Unconventional Wisdom: the Trends Successful Business Leaders Don’t Follow – and Why
Written by Gabrielle Lane Wednesday 31 January 2018Tidy Desks
Sheryl Sandberg
Whisper it: messy offices encourage creativity. Having ordered his head of facilities to “clean up the place” when he joined Google in 2001, former CEO Eric Schmidt came to condone untidy desks.
In How Google Works, he wrote: “We invest in our offices because we expect people to work there, not from home. Make your offices crowded and load them with amenities, and then expect people to use them... the odds of coming up with a billion-dollar business idea during a coffee break at home are pretty small.”
During her time at Google, Facebook COO Sheryl Sandberg gave each of her sales and support team $50 to spend on desk decorations, to help them feel comfortable.
Multitasking
Jack Dorsey
The paradox: if you want to run two companies, then stop doing two things at once. Jack Dorsey, CEO of Twitter and Square, themes each day by task type. Monday is for management, Tuesday for product development, Wednesday for marketing, Thursday for developers and business partnerships, and Friday for recruitment.
Psychologists say switching tasks can cause mental fatigue, reducing productivity by 40 per cent. For Dorsey: “There are interruptions all the time. But I can quickly deal with an interruption and know it’s Tuesday [so] I need to focus on product stuff. It also sets a good cadence for the rest of the company.”
Informed Decision-making
Jeff Bezos
Amazon CEO Jeff Bezos wants his team to make decisions with the urgency of a startup. In an email to shareholders this year, he said he encourages his team to make choices with 70 per cent of the information they need; to wait for 90 per cent of the details means managers move too slowly.
Bezos theorised that most large companies are capable of making high-quality decisions and therefore speed is the differentiator.
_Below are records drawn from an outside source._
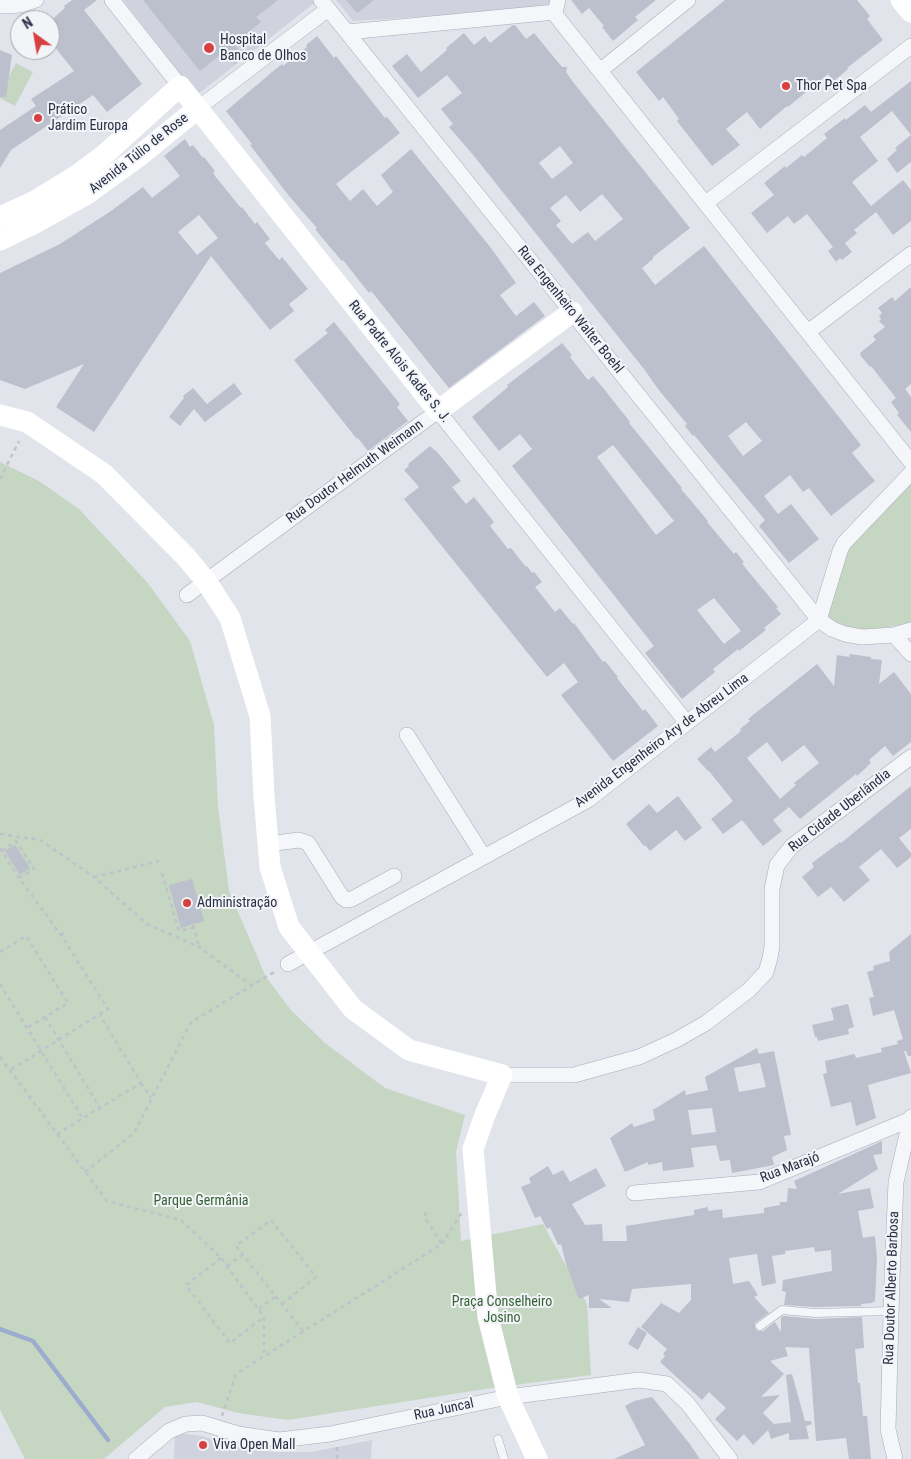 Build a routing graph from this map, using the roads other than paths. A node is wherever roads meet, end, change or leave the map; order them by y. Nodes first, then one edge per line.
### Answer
1 (36, 0) edge
2 (112, 0) edge
3 (688, 0) edge
4 (900, 0) edge
5 (325, 4) edge
6 (0, 6) edge
7 (556, 6) edge
8 (911, 12) edge
9 (347, 32) junction
10 (911, 46) edge
11 (601, 70) junction
12 (180, 86) junction
13 (197, 109) junction
14 (123, 138) junction
15 (138, 158) junction
16 (706, 203) junction
17 (0, 217) edge
18 (0, 240) edge
19 (911, 254) edge
20 (572, 312) junction
21 (808, 332) junction
22 (438, 411) junction
23 (0, 415) edge
24 (911, 462) edge
25 (911, 473) edge
26 (206, 581) junction
27 (186, 595) dead end
28 (819, 620) junction
29 (911, 630) edge
30 (894, 635) junction
31 (911, 654) edge
32 (687, 723) junction
33 (407, 735) dead end
34 (911, 757) edge
35 (268, 844) junction
36 (484, 857) junction
37 (394, 876) dead end
38 (309, 953) junction
39 (288, 964) road end
40 (502, 1076) junction
41 (910, 1119) edge
42 (634, 1193) dead end
43 (891, 1311) junction
44 (760, 1326) dead end
45 (508, 1397) junction
46 (498, 1439) dead end
47 (136, 1459) edge
48 (504, 1459) edge
49 (537, 1459) edge
50 (730, 1459) edge
51 (895, 1459) edge

1 - 6 street
2 - 12 street, Rua Padre Alois Kades S. J.
3 - 11 street
4 - 8 street
5 - 9 street, Rua Engenheiro Walter Boehl
5 - 13 street
7 - 9 street
7 - 11 street
9 - 20 street, Rua Engenheiro Walter Boehl
10 - 16 street
11 - 16 street
12 - 13 street, Rua Padre Alois Kades S. J.
12 - 14 street, Avenida Túlio de Rose
13 - 15 street, Avenida Túlio de Rose
13 - 22 street, Rua Padre Alois Kades S. J.
14 - 15 street
14 - 17 street, Avenida Túlio de Rose
15 - 18 street, Avenida Túlio de Rose
16 - 21 street
19 - 21 street
20 - 22 street, Rua Doutor Helmuth Weimann
20 - 28 street, Rua Engenheiro Walter Boehl
21 - 24 street
22 - 26 street, Rua Doutor Helmuth Weimann
22 - 32 street, Rua Padre Alois Kades S. J.
23 - 26 street
25 - 28 street
26 - 27 street, Rua Doutor Helmuth Weimann
26 - 35 street
28 - 30 street
28 - 32 street, Avenida Engenheiro Ary de Abreu Lima
29 - 30 street
30 - 31 street
32 - 36 street, Avenida Engenheiro Ary de Abreu Lima
33 - 36 street
34 - 40 street, Rua Cidade Uberlândia
35 - 37 street
35 - 38 street
36 - 38 street, Avenida Engenheiro Ary de Abreu Lima
38 - 39 street, Avenida Engenheiro Ary de Abreu Lima
38 - 40 street
40 - 45 street
41 - 42 street, Rua Marajó
41 - 43 street, Rua Doutor Alberto Barbosa
43 - 44 lane
43 - 51 street, Rua Doutor Alberto Barbosa
45 - 47 street, Rua Juncal
45 - 49 street
45 - 50 street, Rua Juncal
46 - 48 lane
That said, his ‘high velocity’ approach allows for mistakes. “If you’re good at course-correcting, being wrong may be less costly than you think, whereas being slow is going to be expensive for sure,” he wrote.
Flexible Working
Moya Greene
“You cannot expect to be the chief financial officer at a big company or head of the legal department if you’re working on flexitime.” So says Royal Mail CEO Moya Greene, who spoke out against special arrangements for female leaders in an interview with consultancy McKinsey & Company.
Greene has said that she wakes at 5am to get a good work/life balance, and that she put her daughter into childcare from the age of three months in order to focus on her role: “My daughter has had a good role model, somebody who was keenly interested in her education... and set the bar high.”
Experienced Mentors
Gerald Hassell
When BNY Mellon CEO Gerald Hassell wanted to understand the investment behaviours of millennials, he enlisted the help of a 28-year-old from the bank’s graduate scheme. Following in the footsteps of Jack Welch, the former CEO of GE, Hassell reversed BNY’s mentoring programme for one year in order to boost the tech knowledge of senior executives.
Hassell and his younger mentor discussed how millennials were consuming information and their chosen investment behaviours, as well as broader company issues such as real-estate footprints and desk-sharing, in 30-minute Skype meetings.